Task to carry out: From top to bottom, write out the listing exactly.

Study material:
-.-.-
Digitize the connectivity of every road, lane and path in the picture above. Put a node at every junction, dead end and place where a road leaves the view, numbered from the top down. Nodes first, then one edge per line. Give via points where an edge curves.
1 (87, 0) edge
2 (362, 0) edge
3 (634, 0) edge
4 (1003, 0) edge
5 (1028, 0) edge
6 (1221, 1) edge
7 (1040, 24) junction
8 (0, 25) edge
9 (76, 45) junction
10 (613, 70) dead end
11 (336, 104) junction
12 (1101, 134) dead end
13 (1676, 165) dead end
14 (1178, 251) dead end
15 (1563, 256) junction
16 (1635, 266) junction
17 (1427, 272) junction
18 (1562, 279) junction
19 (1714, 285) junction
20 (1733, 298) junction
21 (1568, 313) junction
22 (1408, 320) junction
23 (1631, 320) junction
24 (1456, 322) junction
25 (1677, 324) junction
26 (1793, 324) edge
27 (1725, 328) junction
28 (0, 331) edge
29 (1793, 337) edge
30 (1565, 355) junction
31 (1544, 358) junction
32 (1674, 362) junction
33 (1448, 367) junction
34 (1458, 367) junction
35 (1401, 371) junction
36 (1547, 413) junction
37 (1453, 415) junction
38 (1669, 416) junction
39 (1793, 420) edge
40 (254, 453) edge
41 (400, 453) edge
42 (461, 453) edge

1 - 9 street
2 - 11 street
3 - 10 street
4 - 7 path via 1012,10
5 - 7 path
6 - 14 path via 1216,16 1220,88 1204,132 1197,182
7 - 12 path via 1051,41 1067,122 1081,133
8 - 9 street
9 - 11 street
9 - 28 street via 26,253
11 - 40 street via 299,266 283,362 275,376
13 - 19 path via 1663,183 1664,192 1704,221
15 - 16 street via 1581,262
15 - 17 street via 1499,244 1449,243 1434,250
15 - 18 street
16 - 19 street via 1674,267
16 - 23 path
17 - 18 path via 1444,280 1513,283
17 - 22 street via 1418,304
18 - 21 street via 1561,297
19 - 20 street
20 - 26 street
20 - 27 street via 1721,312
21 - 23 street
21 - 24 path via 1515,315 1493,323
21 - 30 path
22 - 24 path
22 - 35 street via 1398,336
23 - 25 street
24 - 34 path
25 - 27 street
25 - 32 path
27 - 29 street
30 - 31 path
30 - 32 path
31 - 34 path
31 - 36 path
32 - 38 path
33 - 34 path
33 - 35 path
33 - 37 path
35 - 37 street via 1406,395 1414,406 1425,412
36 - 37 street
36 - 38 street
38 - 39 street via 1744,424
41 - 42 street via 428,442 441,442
-.-.-
Expected output:
Digitize the connectivity of every road, lane and path in the picture above. Put a node at every junction, dead end and place where a road leaves the view, numbered from the top down. Nodes first, then one edge per line. Give via points where an edge curves.
1 (87, 0) edge
2 (362, 0) edge
3 (634, 0) edge
4 (1003, 0) edge
5 (1028, 0) edge
6 (1221, 1) edge
7 (1040, 24) junction
8 (0, 25) edge
9 (76, 45) junction
10 (613, 70) dead end
11 (336, 104) junction
12 (1101, 134) dead end
13 (1676, 165) dead end
14 (1178, 251) dead end
15 (1563, 256) junction
16 (1635, 266) junction
17 (1427, 272) junction
18 (1562, 279) junction
19 (1714, 285) junction
20 (1733, 298) junction
21 (1568, 313) junction
22 (1408, 320) junction
23 (1631, 320) junction
24 (1456, 322) junction
25 (1677, 324) junction
26 (1793, 324) edge
27 (1725, 328) junction
28 (0, 331) edge
29 (1793, 337) edge
30 (1565, 355) junction
31 (1544, 358) junction
32 (1674, 362) junction
33 (1448, 367) junction
34 (1458, 367) junction
35 (1401, 371) junction
36 (1547, 413) junction
37 (1453, 415) junction
38 (1669, 416) junction
39 (1793, 420) edge
40 (254, 453) edge
41 (400, 453) edge
42 (461, 453) edge

1 - 9 street
2 - 11 street
3 - 10 street
4 - 7 path via 1012,10
5 - 7 path
6 - 14 path via 1216,16 1220,88 1204,132 1197,182
7 - 12 path via 1051,41 1067,122 1081,133
8 - 9 street
9 - 11 street
9 - 28 street via 26,253
11 - 40 street via 299,266 283,362 275,376
13 - 19 path via 1663,183 1664,192 1704,221
15 - 16 street via 1581,262
15 - 17 street via 1499,244 1449,243 1434,250
15 - 18 street
16 - 19 street via 1674,267
16 - 23 path
17 - 18 path via 1444,280 1513,283
17 - 22 street via 1418,304
18 - 21 street via 1561,297
19 - 20 street
20 - 26 street
20 - 27 street via 1721,312
21 - 23 street
21 - 24 path via 1515,315 1493,323
21 - 30 path
22 - 24 path
22 - 35 street via 1398,336
23 - 25 street
24 - 34 path
25 - 27 street
25 - 32 path
27 - 29 street
30 - 31 path
30 - 32 path
31 - 34 path
31 - 36 path
32 - 38 path
33 - 34 path
33 - 35 path
33 - 37 path
35 - 37 street via 1406,395 1414,406 1425,412
36 - 37 street
36 - 38 street
38 - 39 street via 1744,424
41 - 42 street via 428,442 441,442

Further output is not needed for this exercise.